Task item :: Could you copy every line of the data that contains "highway"?

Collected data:

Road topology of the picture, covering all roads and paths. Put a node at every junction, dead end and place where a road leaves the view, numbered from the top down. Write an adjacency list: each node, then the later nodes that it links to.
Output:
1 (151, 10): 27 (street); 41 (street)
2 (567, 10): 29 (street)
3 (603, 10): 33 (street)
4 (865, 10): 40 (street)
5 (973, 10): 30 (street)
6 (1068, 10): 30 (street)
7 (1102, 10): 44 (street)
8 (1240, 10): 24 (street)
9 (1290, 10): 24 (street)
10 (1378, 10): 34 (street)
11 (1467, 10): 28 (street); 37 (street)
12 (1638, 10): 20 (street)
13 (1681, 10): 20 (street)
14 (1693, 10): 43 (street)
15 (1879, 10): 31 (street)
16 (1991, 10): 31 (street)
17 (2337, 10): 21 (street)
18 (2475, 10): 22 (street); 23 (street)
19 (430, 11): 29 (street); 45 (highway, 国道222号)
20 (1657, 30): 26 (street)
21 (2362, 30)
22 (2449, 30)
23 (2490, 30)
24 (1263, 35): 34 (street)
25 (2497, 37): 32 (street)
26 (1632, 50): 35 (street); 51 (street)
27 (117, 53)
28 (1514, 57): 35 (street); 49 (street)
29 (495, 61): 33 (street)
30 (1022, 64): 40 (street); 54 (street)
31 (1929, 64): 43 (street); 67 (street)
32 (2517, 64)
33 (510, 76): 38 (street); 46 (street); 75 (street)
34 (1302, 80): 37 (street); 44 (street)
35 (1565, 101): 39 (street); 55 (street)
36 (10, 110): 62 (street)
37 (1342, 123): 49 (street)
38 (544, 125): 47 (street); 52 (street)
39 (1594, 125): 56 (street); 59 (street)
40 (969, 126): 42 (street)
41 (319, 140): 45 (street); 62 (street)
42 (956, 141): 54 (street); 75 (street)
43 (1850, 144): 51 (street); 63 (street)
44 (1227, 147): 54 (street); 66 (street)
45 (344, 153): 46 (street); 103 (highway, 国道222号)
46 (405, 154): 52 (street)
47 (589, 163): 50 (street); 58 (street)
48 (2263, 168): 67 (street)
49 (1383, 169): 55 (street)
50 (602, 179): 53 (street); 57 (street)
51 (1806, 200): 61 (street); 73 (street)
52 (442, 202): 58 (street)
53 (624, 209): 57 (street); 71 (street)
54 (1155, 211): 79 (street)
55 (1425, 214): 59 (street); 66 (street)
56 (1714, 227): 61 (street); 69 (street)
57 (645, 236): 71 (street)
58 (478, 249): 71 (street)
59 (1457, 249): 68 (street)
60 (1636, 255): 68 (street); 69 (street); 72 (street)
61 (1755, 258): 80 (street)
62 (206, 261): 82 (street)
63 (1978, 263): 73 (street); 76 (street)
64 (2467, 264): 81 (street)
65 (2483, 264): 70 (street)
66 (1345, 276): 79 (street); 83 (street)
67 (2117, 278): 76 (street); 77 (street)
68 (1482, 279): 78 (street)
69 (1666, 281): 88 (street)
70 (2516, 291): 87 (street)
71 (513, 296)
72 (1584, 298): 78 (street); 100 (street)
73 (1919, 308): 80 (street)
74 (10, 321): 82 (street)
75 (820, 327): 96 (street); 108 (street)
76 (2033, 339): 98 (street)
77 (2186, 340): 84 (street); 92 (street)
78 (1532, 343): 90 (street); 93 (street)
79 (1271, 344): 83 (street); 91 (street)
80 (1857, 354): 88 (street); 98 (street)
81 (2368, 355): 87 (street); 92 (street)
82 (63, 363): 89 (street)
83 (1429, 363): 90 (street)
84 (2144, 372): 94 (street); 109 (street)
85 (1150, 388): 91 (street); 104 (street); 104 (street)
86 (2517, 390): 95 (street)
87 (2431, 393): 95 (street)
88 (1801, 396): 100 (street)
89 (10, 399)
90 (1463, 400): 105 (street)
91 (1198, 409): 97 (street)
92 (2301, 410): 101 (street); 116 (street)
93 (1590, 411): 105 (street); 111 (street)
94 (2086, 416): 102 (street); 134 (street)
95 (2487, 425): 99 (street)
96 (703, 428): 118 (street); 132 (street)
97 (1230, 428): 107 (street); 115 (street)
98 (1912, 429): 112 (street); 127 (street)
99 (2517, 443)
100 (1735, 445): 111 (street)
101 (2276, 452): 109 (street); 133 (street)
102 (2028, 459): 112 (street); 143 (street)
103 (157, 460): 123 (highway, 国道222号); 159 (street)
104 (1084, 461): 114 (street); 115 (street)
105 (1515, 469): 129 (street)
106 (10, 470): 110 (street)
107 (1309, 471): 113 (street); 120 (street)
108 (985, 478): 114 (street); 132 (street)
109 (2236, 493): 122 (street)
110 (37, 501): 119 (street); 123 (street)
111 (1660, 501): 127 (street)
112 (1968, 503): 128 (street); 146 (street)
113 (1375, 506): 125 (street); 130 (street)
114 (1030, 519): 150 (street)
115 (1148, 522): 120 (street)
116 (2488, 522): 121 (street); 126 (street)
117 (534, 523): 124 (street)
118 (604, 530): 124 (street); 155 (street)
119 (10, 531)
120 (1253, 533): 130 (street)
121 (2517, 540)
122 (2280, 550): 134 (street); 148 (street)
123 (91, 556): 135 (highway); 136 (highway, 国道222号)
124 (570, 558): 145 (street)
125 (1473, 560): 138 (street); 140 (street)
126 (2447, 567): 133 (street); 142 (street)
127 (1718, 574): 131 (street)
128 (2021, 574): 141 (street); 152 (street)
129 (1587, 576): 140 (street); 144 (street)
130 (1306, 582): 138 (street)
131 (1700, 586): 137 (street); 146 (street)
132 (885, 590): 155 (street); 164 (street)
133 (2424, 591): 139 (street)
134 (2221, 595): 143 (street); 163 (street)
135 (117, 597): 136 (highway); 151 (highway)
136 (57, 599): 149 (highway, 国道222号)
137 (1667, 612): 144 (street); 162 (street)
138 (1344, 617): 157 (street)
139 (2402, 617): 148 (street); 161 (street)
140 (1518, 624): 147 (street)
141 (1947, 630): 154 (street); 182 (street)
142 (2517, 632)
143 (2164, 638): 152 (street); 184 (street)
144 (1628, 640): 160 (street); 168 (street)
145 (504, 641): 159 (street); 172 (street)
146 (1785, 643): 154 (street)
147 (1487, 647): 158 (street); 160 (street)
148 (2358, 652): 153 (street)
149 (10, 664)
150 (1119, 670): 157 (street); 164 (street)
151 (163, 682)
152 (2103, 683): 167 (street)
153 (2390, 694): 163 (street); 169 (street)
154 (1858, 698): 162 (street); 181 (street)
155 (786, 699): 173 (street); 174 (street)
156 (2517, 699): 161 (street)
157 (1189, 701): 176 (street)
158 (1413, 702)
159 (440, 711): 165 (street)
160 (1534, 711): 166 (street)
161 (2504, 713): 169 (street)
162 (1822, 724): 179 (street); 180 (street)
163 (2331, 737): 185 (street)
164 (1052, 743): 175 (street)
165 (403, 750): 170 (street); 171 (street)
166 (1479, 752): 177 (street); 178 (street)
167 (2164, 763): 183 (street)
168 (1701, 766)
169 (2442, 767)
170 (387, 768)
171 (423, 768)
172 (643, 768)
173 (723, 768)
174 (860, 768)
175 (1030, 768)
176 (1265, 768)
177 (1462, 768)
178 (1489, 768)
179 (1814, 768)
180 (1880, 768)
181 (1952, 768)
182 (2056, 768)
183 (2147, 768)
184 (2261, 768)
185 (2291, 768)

Answer to this problem ::
19 (430, 11): 29 (street); 45 (highway, 国道222号)
45 (344, 153): 46 (street); 103 (highway, 国道222号)
103 (157, 460): 123 (highway, 国道222号); 159 (street)
123 (91, 556): 135 (highway); 136 (highway, 国道222号)
135 (117, 597): 136 (highway); 151 (highway)
136 (57, 599): 149 (highway, 国道222号)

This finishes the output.